Case Number : Suit 883/2000/N, RA 17/2001/R
Decision Date : 24 May 2001
Tribunal/Court : High Court
Coram : Tan Lee Meng J
Counsel Name(s) : Davinder Singh, SC and Hri Kumar (Drew & Napier LLC) for the plaintiffs/respondents; Imran H Khwaja,Chew Kei-Jin and Moiz H Sithawalla (Tan, Rajah & Cheah) for the defendants/appellants
Parties : Fraser and Neave Limited; Fam Yue Onn Michael; Tan Yam Pin; Ian Alastair Maclean — Aberdeen Asset Management Asia Limited; Hugh Young

JUDGMENT

GROUNDS OF DECISION

1.    In this case, the first plaintiff, Fraser and Neave Limited (hereinafter referred to as "F & N"), the second plaintiff, Mr Michael Fam Yue Onn, the third plaintiff, Mr Tan Yam Pin, and the fourth plaintiff, Mr Ian Alastair Maclean, alleged that they were defamed by the defendants, Aberdeen Asset Management Asia Ltd (hereinafter referred to as "Aberdeen") and Mr Hugh Young. As the allegedly defamatory remarks were contained in a letter to the Business Times on 24 August 2000, the plaintiffs, relying on O 14 r 12(1) of the Rules of Court, applied for a determination of the meaning of the words used in the letter. Aberdeen and Mr Young, who were dissatisfied with the Assistant Registrar’s construction of the words in question, appealed to the High Court. I varied the ruling of Assistant Registrar. As Aberdeen and Mr Young have appealed against my decision, I set out below the reasons for my decision.

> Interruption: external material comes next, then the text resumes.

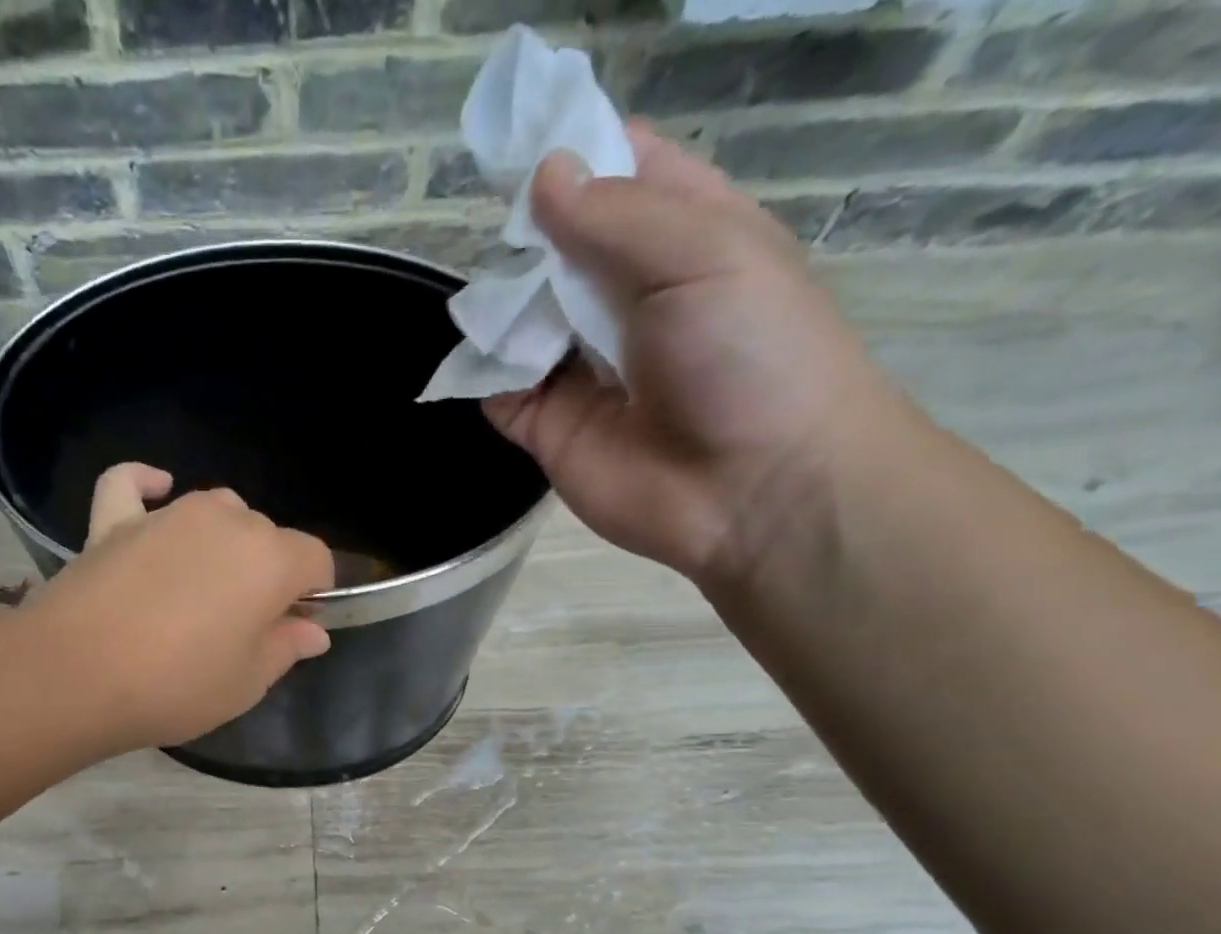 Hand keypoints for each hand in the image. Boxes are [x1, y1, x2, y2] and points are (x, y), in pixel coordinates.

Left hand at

A. THE LETTER TO THE BUSINESS TIMES

2.    The letter, which appeared in the Business Times on 24 August 2000 (hereinafter referred to as "the letter"), was re-published in the Business Times website. It is set out below, with the allegedly offending words in italics.

        "CMB Asia minorities were kept in the dark

Hot on the heels of Times Publishing, we have another case of minority shareholders being kept in the dark and not having sufficient time to consider an offer for a company. Again, the company in question, CMB Asia, is part of the restructuring of the Fraser and Neave group.

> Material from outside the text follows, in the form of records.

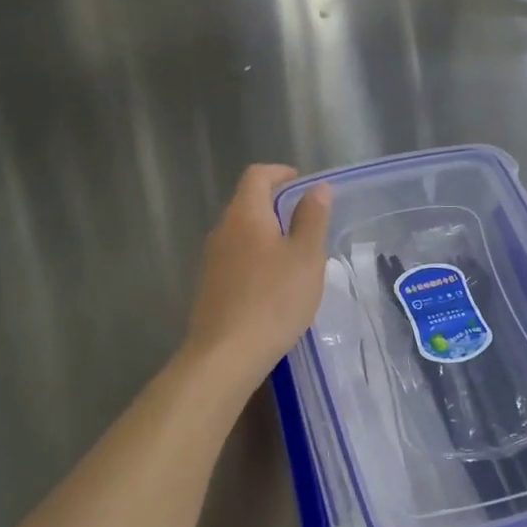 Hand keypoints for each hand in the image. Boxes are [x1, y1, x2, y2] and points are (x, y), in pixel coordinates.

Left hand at [182, 165, 331, 386]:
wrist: (225, 354)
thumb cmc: (273, 300)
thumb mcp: (306, 257)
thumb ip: (312, 218)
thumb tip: (317, 188)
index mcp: (245, 214)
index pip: (257, 175)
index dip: (280, 173)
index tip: (303, 184)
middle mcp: (222, 230)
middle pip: (247, 203)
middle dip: (276, 205)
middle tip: (307, 221)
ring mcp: (212, 260)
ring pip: (241, 233)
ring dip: (267, 235)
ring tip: (296, 256)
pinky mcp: (209, 287)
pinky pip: (236, 259)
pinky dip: (256, 259)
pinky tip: (274, 286)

    Crown Cork of the US (already 41 per cent shareholder of CMB Asia) made a general offer for CMB Asia on July 22 at S$3.23, to which the other major shareholder, Fraser and Neave, with 34 per cent, readily assented. This price is at a discount to a heavily written-down book value and not much above the company’s holding of cash in the bank.

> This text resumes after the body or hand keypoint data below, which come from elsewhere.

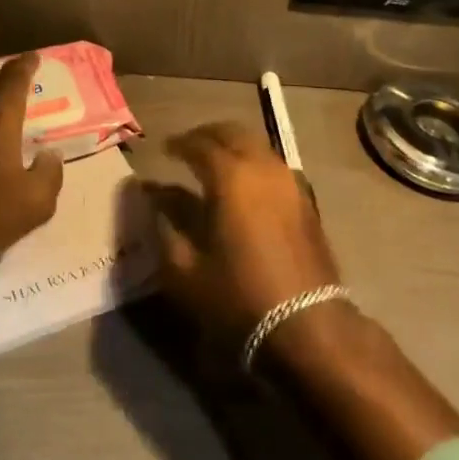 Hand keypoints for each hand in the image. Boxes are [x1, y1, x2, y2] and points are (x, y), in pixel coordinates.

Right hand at [153, 122, 342, 341]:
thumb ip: (165, 228)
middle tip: (188, 146)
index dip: (179, 143)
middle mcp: (262, 167)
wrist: (308, 326)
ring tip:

    The offer document was posted out on Aug 14 and the offer declared un-conditional one day later – a fait accompli.

    The independent advice to shareholders has yet to emerge, but institutional shareholders have been given a deadline of Aug 25 by their custodians to reply to the offer which expires on Sept 5. This gives little time for independent directors of CMB Asia to consider the offer, and to communicate with the minority shareholders, and even less time to have an open debate.

    Once again, as in the case of Times Publishing (where the independent advice stating the deal to be undervaluing the company came too late), minority shareholders risk falling victim to an "inside job".

    This is a poor advertisement for transparency, duty of boards to act equally on behalf of all shareholders, and protection of the rights of minority shareholders.

Hugh Young"

 

B. THE ASSISTANT REGISTRAR’S DECISION

3.    F & N and the other three plaintiffs applied in SIC 1319 of 2000P to have the natural and ordinary meaning of the allegedly defamatory words in the letter determined under O 14 r 12(1) of the Rules of Court. They pleaded that the allegedly defamatory words, in their natural and ordinary meaning, meant and were understood to mean that they had:

acted improperly and/or dishonestly by conspiring with Crown Cork & Seal ("CCS") and CMB Asia Ltd in relation to the takeover of CMB Asia Ltd by CCS, to force on the minority shareholders an inadequate price for their shares by:

(a) suppressing material information in respect of the said takeover; and

(b) giving the minority shareholders insufficient time to consider the offer.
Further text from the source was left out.